> TASK REQUIREMENTS
Scan the entries and copy each line where the word "Answer" is present.

::::::::

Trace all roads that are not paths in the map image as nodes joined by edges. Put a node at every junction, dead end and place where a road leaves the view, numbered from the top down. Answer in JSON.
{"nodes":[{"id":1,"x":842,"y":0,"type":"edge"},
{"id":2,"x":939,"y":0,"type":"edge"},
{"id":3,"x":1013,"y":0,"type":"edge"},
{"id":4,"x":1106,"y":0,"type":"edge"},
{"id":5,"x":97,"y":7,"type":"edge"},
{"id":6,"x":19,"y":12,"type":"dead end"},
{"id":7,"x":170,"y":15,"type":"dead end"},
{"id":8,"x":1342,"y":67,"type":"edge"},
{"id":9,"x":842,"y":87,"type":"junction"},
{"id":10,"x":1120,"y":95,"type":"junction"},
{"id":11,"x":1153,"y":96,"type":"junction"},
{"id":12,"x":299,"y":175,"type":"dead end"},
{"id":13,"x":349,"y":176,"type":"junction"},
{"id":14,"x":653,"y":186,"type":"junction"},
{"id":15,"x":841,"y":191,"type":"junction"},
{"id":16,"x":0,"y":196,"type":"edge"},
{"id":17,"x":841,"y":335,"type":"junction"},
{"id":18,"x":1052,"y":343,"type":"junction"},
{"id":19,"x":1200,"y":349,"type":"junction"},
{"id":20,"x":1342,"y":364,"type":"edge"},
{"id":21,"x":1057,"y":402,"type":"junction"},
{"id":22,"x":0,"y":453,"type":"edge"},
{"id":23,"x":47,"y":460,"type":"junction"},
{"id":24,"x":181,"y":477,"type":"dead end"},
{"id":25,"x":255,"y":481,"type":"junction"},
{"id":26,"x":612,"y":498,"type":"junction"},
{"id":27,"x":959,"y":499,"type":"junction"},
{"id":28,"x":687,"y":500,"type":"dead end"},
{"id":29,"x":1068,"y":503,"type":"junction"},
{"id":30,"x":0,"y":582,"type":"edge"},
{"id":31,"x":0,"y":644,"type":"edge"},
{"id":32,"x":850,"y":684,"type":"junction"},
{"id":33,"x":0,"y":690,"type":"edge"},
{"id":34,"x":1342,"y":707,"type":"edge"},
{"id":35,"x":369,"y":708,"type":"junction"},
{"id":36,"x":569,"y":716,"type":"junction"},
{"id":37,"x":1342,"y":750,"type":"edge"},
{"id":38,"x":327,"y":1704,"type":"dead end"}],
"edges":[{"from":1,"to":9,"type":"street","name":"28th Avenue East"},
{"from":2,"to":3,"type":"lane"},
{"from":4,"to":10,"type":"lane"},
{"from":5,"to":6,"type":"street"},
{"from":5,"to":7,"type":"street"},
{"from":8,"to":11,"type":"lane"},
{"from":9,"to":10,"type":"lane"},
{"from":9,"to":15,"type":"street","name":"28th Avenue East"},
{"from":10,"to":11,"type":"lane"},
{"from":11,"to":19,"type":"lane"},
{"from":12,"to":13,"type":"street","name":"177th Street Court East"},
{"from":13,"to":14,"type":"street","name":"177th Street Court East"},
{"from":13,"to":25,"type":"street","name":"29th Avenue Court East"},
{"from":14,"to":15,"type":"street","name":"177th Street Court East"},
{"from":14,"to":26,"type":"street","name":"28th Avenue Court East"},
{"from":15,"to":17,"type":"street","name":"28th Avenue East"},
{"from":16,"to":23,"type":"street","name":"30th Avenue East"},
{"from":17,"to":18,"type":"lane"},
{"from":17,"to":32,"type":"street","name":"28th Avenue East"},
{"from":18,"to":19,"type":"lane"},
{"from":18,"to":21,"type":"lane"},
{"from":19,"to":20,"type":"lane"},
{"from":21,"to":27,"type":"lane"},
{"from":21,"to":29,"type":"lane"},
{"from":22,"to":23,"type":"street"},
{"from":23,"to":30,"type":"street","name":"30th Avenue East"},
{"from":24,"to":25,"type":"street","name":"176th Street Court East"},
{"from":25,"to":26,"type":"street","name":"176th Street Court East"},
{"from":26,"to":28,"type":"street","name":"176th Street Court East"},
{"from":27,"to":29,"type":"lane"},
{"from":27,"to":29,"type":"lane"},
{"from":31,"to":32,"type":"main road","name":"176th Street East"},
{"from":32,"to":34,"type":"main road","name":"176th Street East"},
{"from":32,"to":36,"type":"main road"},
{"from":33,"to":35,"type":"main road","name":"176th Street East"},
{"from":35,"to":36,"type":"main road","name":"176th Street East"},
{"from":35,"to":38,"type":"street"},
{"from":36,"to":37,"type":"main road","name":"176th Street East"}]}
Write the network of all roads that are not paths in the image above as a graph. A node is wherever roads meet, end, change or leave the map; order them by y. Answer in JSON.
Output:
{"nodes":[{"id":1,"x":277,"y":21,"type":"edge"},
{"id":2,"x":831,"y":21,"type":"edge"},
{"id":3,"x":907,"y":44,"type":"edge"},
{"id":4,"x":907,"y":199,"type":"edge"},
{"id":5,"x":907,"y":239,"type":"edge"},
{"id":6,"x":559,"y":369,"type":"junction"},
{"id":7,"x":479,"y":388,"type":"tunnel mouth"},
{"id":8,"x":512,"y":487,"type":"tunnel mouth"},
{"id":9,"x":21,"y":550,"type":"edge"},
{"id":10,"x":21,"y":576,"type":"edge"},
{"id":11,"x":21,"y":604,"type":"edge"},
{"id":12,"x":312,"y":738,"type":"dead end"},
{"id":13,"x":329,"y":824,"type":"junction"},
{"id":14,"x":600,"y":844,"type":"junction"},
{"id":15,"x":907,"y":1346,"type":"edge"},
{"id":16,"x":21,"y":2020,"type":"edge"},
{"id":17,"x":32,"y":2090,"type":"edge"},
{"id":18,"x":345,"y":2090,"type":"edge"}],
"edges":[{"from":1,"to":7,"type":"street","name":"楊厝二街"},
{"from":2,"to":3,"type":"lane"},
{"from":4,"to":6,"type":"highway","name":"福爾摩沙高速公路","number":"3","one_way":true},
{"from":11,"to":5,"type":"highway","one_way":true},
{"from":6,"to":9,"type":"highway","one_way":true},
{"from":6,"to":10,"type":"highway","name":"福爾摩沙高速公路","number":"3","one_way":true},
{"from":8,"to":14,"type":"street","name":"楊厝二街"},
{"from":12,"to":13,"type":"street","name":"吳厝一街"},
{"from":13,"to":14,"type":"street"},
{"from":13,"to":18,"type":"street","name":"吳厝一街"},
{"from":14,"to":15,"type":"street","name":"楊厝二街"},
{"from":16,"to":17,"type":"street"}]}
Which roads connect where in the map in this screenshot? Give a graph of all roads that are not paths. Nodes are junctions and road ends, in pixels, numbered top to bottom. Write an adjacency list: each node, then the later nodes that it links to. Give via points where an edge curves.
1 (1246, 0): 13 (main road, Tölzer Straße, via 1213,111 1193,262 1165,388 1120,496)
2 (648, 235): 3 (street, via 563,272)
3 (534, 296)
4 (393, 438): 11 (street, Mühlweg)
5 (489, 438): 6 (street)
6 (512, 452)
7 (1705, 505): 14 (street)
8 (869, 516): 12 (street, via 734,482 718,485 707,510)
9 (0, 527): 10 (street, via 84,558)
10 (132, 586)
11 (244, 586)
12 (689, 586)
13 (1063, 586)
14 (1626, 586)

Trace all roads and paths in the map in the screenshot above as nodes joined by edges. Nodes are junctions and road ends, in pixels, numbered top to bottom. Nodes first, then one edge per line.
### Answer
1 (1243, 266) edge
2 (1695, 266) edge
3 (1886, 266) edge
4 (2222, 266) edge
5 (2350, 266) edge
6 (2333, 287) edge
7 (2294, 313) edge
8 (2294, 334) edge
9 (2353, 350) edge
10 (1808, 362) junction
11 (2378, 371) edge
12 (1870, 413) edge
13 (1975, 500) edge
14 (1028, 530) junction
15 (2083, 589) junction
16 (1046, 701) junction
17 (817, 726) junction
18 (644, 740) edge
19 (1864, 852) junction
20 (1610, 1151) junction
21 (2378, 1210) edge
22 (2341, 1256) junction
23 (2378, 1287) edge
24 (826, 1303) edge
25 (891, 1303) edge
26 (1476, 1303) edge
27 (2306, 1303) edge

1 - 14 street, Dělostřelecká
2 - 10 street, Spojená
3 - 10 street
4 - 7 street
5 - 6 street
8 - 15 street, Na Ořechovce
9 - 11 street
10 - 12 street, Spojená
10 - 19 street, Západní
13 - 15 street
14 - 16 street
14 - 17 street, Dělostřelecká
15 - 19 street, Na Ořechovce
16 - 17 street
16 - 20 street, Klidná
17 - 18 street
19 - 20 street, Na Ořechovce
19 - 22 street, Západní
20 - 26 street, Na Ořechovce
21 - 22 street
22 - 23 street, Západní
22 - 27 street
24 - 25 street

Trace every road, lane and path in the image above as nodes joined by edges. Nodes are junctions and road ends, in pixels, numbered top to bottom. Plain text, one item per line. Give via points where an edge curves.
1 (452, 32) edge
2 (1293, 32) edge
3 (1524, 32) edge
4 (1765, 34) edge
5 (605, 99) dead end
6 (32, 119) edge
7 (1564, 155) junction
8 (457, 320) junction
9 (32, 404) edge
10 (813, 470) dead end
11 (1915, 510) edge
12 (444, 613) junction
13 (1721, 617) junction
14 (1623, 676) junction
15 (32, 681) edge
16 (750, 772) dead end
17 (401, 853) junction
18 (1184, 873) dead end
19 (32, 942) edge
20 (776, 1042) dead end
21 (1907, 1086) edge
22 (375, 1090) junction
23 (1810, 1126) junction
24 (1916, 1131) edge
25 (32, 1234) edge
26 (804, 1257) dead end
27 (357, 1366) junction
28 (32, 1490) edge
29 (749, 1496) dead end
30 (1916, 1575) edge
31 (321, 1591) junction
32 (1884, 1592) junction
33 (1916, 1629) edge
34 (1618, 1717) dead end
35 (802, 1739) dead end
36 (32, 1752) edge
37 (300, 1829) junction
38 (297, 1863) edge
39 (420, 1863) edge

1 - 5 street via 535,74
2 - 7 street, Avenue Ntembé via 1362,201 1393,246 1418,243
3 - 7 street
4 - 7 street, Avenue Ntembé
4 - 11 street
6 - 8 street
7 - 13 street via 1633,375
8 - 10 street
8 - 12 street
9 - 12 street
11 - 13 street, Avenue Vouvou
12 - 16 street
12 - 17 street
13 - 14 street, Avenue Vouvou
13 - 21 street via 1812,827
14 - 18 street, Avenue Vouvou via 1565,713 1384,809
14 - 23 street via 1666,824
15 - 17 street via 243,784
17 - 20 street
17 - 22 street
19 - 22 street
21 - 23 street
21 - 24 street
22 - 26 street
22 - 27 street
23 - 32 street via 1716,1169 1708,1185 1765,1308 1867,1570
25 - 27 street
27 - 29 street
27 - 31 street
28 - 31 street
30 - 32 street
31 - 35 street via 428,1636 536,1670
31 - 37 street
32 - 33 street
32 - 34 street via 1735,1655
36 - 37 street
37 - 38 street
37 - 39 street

::::::::

> TASK OUTPUT
Trace all roads that are not paths in the map image as nodes joined by edges. Put a node at every junction, dead end and place where a road leaves the view, numbered from the top down. Answer in JSON.
Write the network of all roads that are not paths in the image above as a graph. A node is wherever roads meet, end, change or leave the map; order them by y. Answer in JSON.
### Answer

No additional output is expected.